I folded it up and stuck it in my back pocket without giving it a glance. “Thanks.” I directed her to the barn first, and we walked the few hundred yards from the main house to the stables.

“I have ten horses on the property right now, one I just brought home last weekend. Do you have experience with horses?”

She nodded once, still exuding that easy confidence, her green eyes meeting mine without blinking. “My daddy raised us with horses. I’ve been riding since before I could read.” She didn’t say any of this in a prideful way. It was what it was. I liked that, too.

I took her inside the barn. It smelled like fresh hay in here, which was my favorite thing about it. The horses stuck their heads out of the stalls as we approached, as curious as I was about the new arrival. Emma Flowers. I liked the sound of that name nearly as much as I liked the look of the woman walking beside me.

“Two of these are mine, but the rest I raise, train for racing or riding, and sell,” I said as we walked down the alleyway between the stalls. The horses watched us, keen for treats, whinnying and stamping their feet. They were due to be fed in about thirty minutes, whether Lacey was here or not.

“We turn over more than a dozen horses a year. That and hay sales keep the ranch going. We’re doing better than alright, actually, but I’d like to expand. The trainer and I can’t keep caring for the horses and the stable ourselves. It’s too much work.”

Emma’s pretty eyes wandered over the tidy interior of the barn, the clean stalls, fresh buckets of water, the clear run from one entrance of the barn to the other. Lacey and I busted our asses to keep this place clean, scrubbing out stalls and surfaces in between caring for the horses and baling hay. It was hard work, but rewarding. I couldn’t imagine doing anything else. But I couldn’t keep ignoring how much help we needed now that we were planning to expand the operation.

I took Emma to the tack room next and watched from the corner of my eye as she took in the saddles, bridles, blankets, and gear for our horses, all neatly arranged and organized. Her expression didn’t change much, but I could see she appreciated the display, the whole room smelling of rich, worn leather.

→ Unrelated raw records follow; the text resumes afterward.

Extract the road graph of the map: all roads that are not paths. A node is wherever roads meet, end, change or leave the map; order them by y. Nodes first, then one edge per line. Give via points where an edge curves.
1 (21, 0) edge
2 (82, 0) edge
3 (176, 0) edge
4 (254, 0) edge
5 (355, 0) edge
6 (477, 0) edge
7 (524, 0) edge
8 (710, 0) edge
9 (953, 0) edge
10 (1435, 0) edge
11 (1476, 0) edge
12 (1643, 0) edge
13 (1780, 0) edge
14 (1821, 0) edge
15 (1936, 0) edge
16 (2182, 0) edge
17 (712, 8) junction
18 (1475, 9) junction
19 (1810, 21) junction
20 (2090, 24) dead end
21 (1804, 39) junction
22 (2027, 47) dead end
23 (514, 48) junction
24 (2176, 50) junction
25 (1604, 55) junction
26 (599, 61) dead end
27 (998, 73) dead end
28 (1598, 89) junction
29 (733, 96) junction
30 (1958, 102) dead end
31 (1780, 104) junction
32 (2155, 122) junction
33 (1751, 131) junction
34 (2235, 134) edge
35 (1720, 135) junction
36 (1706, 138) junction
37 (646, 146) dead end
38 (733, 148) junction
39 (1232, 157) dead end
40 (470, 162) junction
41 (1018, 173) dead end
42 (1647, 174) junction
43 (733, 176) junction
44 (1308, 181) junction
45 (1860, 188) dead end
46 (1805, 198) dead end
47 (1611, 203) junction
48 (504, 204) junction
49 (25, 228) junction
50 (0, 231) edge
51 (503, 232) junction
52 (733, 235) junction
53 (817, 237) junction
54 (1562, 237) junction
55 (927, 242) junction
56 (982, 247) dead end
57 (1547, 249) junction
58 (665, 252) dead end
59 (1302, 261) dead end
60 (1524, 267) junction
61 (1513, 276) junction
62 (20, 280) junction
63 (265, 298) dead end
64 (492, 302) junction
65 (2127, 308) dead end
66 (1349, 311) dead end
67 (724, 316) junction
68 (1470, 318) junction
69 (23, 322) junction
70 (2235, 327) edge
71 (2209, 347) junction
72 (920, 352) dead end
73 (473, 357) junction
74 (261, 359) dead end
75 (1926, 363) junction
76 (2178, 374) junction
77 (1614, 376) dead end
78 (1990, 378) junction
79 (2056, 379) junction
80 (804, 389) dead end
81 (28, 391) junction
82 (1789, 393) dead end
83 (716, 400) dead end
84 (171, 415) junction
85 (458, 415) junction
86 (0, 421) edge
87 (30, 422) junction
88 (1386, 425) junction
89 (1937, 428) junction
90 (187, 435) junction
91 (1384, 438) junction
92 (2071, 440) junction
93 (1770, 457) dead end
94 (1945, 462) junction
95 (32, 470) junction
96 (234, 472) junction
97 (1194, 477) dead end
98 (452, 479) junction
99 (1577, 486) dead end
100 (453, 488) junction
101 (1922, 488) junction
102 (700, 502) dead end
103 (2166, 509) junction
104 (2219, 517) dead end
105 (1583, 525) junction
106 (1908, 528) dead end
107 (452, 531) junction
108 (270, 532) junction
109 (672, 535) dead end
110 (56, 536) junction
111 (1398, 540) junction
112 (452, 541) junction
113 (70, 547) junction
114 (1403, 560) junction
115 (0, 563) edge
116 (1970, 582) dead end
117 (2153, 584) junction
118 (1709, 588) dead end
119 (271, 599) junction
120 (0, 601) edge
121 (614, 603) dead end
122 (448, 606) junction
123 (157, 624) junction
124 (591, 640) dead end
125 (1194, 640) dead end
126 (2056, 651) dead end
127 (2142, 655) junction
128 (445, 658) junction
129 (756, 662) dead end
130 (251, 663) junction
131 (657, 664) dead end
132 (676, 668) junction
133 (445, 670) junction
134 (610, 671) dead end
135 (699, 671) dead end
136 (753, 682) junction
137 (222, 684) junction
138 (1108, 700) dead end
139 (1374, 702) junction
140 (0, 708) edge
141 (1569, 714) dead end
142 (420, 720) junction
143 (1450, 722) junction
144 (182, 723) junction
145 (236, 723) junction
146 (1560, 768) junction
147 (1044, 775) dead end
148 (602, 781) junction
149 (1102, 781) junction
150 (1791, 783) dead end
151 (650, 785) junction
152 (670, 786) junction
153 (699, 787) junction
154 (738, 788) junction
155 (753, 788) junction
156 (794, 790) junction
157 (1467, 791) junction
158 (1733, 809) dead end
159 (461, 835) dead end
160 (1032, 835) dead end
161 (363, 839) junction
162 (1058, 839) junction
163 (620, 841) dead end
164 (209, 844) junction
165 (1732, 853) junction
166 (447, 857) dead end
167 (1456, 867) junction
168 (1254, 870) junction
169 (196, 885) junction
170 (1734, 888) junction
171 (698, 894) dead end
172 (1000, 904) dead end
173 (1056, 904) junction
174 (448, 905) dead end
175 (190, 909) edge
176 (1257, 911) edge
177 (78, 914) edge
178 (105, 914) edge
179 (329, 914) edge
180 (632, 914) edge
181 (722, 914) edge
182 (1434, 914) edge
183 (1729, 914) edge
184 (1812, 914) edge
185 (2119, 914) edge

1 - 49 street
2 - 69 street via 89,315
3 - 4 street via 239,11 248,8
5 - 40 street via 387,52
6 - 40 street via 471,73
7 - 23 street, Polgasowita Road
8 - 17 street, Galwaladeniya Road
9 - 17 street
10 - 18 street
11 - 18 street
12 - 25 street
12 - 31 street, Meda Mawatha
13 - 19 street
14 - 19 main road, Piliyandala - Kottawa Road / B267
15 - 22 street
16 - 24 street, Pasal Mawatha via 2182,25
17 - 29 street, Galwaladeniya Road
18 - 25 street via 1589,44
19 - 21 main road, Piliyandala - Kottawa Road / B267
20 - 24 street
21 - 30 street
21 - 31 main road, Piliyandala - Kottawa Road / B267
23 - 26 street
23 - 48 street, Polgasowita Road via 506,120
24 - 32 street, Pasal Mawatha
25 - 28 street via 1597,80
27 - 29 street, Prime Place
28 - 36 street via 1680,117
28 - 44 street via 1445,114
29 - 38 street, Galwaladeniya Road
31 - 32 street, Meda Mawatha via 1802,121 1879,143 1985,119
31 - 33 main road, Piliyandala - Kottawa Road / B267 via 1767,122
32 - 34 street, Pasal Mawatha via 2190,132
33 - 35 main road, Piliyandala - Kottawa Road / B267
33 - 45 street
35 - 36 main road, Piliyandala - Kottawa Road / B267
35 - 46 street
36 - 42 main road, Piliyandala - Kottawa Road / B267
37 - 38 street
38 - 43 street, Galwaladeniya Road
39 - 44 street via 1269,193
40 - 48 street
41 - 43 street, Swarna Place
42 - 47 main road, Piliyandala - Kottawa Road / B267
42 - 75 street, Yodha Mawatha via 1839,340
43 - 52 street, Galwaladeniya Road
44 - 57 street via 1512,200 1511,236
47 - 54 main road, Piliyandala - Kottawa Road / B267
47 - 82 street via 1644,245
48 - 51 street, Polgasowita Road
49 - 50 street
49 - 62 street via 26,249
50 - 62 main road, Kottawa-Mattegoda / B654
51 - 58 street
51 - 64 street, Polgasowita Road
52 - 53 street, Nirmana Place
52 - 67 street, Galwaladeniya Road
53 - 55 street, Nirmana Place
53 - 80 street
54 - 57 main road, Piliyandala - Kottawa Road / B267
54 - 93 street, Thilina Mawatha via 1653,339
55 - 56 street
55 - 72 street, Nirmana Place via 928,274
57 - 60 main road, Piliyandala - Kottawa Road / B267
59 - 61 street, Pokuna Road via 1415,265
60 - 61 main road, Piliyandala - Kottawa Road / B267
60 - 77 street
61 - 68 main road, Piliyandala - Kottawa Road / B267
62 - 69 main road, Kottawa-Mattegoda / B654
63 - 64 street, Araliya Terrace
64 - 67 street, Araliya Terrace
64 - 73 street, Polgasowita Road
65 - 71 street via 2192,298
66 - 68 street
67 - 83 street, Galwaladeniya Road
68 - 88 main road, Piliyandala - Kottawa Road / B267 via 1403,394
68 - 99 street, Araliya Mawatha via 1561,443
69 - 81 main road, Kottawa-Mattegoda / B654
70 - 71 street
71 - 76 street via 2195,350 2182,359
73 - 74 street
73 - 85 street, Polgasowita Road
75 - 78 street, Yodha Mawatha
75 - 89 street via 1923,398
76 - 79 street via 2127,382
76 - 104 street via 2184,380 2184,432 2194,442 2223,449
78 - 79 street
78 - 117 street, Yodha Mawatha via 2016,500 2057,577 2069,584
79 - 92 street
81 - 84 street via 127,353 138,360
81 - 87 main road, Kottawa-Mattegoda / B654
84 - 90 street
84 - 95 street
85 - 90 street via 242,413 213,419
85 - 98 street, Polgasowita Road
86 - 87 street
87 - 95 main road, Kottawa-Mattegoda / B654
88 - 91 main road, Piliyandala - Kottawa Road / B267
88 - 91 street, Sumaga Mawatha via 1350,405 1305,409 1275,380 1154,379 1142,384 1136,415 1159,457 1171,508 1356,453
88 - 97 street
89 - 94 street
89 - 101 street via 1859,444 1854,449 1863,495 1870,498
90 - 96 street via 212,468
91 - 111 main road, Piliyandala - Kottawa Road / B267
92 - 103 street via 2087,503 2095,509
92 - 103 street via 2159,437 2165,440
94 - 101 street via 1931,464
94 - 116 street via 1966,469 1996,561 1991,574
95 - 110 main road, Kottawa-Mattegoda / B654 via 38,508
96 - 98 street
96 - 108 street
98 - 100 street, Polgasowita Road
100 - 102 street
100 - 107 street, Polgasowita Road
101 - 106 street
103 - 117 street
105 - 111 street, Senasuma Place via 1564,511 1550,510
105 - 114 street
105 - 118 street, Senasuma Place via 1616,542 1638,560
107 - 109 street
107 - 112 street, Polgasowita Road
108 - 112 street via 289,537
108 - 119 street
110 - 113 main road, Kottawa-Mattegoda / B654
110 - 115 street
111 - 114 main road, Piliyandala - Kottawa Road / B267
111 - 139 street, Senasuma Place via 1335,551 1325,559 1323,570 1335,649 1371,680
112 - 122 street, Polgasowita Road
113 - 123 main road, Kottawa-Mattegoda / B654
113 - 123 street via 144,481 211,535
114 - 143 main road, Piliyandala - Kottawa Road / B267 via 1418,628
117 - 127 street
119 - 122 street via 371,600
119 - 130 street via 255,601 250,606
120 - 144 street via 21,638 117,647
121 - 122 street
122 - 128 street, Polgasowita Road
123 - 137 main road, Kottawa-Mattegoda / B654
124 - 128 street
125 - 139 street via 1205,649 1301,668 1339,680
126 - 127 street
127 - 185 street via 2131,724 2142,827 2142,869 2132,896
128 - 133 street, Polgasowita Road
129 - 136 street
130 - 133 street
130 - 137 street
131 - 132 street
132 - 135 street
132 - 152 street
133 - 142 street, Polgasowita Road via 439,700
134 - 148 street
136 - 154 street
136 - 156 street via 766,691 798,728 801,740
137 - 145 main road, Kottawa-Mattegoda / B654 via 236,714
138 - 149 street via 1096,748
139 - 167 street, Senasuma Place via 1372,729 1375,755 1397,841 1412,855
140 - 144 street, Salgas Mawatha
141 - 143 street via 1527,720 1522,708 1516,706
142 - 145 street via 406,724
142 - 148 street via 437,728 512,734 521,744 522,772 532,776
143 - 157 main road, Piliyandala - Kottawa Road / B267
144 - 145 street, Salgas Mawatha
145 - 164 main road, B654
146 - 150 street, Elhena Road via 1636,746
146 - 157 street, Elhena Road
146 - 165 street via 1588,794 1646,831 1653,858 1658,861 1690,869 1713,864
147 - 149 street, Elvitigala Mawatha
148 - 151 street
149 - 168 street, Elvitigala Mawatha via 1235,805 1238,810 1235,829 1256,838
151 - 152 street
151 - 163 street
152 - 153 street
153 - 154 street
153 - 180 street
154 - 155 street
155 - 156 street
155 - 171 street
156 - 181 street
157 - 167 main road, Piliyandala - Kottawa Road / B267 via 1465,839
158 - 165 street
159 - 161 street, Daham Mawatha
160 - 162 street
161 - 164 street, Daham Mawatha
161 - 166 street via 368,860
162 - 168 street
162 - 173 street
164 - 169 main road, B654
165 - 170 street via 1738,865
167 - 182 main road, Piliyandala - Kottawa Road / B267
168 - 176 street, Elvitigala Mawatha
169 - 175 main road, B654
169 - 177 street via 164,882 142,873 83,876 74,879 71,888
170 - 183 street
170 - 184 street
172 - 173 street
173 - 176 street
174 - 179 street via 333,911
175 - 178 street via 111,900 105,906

We went to the feed room next. I showed off the bags of grain and the fresh hay kept free of mold and dust.

She nodded her head a single time at the sight of the room and turned to look at me, her appraising green eyes seeming to like what they saw. “Very nice.”

“We can go out to the paddock next.” I led her out to the small fenced-off corral just beyond the barn where Lacey liked to do the better part of her training with a new horse. But even older horses were exercised in here. It just depended on what she had planned for the day.